The fourth requirement "serves as a fail-safe against termination even where the remaining standards have been met." N.J. Div. of Youth & Family Servs. v. E.P., 196 N.J. 88, 108 (2008). The court considers "whether, after . . . balancing the two relationships, the child will suffer a greater harm from the termination of ties with [his] natural parent than from the permanent disruption of [his] relationship with [his] foster parent." K.H.O., supra, 161 N.J. at 355. The focus is whether there is "clear and convincing evidence that separating the child from his . . . foster parent would cause serious and enduring emotional or psychological harm." J.C., supra, 129 N.J. at 19. DYFS must "offer testimony of a 'well-qualified expert who has had full opportunity to make a comprehensive, objective, and informed evaluation' of the child's relationship with both the natural parent and the foster parent." N.J. Div. of Youth & Family Servs. v. A.R., 405 N.J. Super. 418, 442 (App. Div. 2009) (quoting N.J. Div. of Youth & Family Servs. v. M.M., 189 N.J. 261, 281 (2007)).
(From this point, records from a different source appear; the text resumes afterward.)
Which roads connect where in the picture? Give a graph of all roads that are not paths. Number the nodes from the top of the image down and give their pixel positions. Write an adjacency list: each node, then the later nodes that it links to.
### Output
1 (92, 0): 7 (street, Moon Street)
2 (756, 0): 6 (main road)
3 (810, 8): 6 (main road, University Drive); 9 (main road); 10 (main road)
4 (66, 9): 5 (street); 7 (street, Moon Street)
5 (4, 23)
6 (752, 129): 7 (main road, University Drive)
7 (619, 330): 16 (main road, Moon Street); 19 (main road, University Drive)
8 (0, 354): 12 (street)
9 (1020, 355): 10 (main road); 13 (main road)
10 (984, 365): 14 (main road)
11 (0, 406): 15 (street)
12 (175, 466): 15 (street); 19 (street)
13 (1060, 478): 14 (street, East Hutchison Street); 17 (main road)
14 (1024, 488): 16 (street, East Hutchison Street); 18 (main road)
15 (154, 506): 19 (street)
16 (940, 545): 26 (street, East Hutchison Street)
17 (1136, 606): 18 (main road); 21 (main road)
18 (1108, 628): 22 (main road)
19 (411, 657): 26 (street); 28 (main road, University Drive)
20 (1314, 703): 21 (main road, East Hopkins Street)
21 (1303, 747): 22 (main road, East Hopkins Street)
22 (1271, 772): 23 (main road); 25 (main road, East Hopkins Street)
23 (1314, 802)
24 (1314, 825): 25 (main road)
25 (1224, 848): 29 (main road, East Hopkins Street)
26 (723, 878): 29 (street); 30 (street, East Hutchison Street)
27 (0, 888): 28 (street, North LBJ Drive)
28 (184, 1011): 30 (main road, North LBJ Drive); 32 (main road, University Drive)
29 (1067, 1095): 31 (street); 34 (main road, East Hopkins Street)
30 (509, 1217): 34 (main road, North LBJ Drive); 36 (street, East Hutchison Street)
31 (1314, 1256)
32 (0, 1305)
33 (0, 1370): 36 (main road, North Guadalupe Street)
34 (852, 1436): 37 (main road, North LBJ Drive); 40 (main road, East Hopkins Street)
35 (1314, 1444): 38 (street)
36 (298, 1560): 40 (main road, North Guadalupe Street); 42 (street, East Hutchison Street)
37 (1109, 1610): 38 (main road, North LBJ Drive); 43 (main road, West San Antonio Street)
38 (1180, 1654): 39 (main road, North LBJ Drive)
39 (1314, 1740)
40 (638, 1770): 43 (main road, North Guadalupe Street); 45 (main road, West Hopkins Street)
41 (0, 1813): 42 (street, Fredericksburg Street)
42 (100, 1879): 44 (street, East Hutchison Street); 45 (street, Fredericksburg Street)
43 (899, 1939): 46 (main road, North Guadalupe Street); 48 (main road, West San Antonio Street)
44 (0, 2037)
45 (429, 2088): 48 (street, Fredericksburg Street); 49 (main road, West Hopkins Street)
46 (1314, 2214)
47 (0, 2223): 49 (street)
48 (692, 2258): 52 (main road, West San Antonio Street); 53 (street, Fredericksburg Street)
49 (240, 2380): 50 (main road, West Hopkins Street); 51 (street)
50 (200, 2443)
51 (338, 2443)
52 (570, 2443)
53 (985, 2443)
In assessing the fourth requirement, the Family Part judge considered the bonding evaluations, in particular, the attachment of the children to their biological and foster mothers. The bonding expert concluded within a reasonable degree of psychological certainty that the children would suffer serious and lasting harm if the relationship with the foster mother was terminated and would suffer no harm if the relationship with defendant was terminated.
Finally, defendant argues that "DYFS did not put forward any competent, particularized evidence that a delay in permanent placement . . . would cause the children any harm." This assertion is contrary to well-established precedents. The Supreme Court has recognized that: "it may be shown that the parent is unable to provide a safe and stable home for the child and that the delay in securing permanency continues or adds to the child's harm." K.H.O., supra, 161 N.J. at 348-49. In the same vein, we warned that "[k]eeping the child in limbo, hoping for some long term unification plan, would be a misapplication of the law." A.G., supra, 344 N.J. Super. at 438. When DYFS's efforts to rehabilitate a biological parent repeatedly fail, "permanent plans must be made for children, justifying the termination of parental rights." J.C., supra, 129 N.J. at 7-8. "The object [of termination] is to allow the child the opportunity for a permanent placement with a new family, where the child can grow and thrive with the end goal of adoption."
E.P., supra, 196 N.J. at 92.
The record clearly and convincingly establishes that DYFS proved all four prongs of N.J.S.A. 30:4C-15.1a and that the Family Part correctly terminated defendant's parental rights.